Search the data for the string "edges", and report each line where it is found.

▶ **WORKING DATA**
# # # # # # #

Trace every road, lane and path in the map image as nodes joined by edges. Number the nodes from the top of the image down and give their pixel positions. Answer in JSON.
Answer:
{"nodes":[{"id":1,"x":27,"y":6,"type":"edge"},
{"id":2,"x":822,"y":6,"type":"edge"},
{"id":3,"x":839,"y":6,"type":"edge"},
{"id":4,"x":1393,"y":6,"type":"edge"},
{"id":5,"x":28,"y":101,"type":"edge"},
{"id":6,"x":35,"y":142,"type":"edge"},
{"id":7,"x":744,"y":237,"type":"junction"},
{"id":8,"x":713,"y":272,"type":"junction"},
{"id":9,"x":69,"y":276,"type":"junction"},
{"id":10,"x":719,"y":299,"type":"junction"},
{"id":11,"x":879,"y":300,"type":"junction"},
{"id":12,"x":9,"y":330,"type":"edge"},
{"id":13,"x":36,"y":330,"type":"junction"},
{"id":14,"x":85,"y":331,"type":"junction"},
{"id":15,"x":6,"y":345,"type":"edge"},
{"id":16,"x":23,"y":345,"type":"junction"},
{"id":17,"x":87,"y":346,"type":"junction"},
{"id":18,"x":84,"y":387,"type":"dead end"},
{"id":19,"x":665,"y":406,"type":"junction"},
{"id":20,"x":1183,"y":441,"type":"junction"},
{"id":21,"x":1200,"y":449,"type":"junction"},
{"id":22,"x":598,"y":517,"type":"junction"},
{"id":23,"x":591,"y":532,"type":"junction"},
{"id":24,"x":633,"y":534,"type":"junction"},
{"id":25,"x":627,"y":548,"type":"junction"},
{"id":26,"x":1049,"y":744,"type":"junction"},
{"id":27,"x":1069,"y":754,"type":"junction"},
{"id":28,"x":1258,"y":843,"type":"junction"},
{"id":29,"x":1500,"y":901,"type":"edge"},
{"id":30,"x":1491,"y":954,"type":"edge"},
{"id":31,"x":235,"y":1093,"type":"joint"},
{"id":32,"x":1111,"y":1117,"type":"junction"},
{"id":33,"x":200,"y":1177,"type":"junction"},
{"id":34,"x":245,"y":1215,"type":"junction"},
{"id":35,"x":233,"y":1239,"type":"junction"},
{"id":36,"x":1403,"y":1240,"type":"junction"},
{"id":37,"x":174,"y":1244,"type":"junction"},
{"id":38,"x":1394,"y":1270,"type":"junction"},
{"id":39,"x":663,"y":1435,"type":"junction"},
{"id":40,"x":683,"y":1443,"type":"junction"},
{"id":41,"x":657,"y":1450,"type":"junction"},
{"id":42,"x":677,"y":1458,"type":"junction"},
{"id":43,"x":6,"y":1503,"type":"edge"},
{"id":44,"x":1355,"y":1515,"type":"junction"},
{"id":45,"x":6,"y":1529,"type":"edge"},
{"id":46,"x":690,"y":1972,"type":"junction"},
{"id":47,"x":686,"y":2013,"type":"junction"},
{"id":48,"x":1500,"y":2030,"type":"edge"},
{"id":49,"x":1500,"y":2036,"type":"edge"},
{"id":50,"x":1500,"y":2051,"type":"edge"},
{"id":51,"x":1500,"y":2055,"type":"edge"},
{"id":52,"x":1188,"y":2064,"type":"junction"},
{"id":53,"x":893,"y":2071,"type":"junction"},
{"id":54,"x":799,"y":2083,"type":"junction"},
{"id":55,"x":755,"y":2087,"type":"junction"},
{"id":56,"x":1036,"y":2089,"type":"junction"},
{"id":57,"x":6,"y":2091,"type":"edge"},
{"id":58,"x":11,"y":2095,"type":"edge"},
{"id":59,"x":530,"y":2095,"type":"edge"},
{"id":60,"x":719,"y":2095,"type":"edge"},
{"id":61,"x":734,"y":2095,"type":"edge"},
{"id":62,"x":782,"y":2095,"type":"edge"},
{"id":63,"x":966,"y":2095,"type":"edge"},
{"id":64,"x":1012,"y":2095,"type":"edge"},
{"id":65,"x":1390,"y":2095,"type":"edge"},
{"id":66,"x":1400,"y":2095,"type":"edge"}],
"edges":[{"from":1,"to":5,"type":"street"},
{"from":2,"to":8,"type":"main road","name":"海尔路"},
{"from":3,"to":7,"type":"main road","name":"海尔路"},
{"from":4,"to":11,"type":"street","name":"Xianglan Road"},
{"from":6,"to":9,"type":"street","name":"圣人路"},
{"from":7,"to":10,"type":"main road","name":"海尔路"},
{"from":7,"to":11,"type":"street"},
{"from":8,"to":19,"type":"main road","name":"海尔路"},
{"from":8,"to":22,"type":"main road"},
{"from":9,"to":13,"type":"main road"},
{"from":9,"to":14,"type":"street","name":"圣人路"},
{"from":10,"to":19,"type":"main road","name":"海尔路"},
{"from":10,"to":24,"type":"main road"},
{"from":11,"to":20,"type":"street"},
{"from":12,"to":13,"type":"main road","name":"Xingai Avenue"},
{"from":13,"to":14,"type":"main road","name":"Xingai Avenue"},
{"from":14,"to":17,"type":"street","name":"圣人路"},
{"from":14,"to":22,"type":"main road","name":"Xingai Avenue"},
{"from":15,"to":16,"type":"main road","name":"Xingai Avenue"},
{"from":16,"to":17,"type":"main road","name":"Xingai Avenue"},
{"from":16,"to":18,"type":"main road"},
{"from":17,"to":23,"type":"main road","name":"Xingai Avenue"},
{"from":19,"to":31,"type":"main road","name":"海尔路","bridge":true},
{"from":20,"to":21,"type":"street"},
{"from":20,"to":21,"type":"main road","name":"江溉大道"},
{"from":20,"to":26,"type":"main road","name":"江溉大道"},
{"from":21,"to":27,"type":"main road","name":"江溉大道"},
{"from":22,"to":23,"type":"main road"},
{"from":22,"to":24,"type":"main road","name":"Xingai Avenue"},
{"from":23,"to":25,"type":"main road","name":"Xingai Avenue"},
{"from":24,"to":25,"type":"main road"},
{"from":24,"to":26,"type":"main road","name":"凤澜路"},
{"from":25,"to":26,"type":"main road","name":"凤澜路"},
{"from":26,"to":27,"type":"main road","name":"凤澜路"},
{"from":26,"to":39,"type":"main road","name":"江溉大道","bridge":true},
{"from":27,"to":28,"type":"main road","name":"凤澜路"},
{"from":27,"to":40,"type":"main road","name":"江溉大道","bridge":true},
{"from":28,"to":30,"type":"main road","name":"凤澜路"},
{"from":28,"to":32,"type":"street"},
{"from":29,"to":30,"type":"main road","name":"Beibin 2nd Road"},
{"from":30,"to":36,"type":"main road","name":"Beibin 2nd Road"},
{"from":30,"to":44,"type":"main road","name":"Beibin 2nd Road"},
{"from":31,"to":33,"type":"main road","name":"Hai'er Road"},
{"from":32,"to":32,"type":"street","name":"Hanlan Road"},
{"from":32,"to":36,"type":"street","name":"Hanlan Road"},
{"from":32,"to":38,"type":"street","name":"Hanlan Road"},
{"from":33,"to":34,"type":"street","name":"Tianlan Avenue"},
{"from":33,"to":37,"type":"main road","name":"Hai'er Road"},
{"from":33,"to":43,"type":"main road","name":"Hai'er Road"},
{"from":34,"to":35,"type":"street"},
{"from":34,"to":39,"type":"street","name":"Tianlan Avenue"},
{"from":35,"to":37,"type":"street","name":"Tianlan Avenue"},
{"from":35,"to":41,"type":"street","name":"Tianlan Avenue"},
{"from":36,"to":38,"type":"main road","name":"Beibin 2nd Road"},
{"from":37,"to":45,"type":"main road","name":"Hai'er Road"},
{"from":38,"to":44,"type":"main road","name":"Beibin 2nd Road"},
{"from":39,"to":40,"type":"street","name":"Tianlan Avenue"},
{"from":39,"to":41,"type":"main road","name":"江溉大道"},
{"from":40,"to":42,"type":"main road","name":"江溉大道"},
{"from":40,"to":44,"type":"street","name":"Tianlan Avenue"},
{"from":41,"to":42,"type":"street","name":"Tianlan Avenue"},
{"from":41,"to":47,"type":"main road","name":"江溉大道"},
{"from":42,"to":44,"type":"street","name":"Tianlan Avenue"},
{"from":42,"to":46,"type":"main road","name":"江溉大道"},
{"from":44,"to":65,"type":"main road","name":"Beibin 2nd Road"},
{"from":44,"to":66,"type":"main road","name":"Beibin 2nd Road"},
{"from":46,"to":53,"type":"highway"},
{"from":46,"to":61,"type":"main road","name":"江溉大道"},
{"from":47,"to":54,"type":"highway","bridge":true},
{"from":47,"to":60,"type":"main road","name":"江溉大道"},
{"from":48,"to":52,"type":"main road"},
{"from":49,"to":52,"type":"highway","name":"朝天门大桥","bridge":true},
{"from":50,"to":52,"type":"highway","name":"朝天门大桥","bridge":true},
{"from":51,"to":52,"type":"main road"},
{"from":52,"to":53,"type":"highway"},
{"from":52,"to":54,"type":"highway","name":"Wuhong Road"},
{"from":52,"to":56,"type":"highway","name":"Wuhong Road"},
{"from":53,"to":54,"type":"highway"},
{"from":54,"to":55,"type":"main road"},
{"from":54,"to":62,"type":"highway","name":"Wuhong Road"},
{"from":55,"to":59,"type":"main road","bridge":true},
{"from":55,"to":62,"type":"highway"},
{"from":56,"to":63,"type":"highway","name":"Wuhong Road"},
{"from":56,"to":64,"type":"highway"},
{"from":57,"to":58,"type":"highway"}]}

# # # # # # #

▶ **ANSWER SPACE**
Trace every road, lane and path in the map image as nodes joined by edges. Number the nodes from the top of the image down and give their pixel positions. Answer in JSON.
"edges":[{"from":1,"to":5,"type":"street"},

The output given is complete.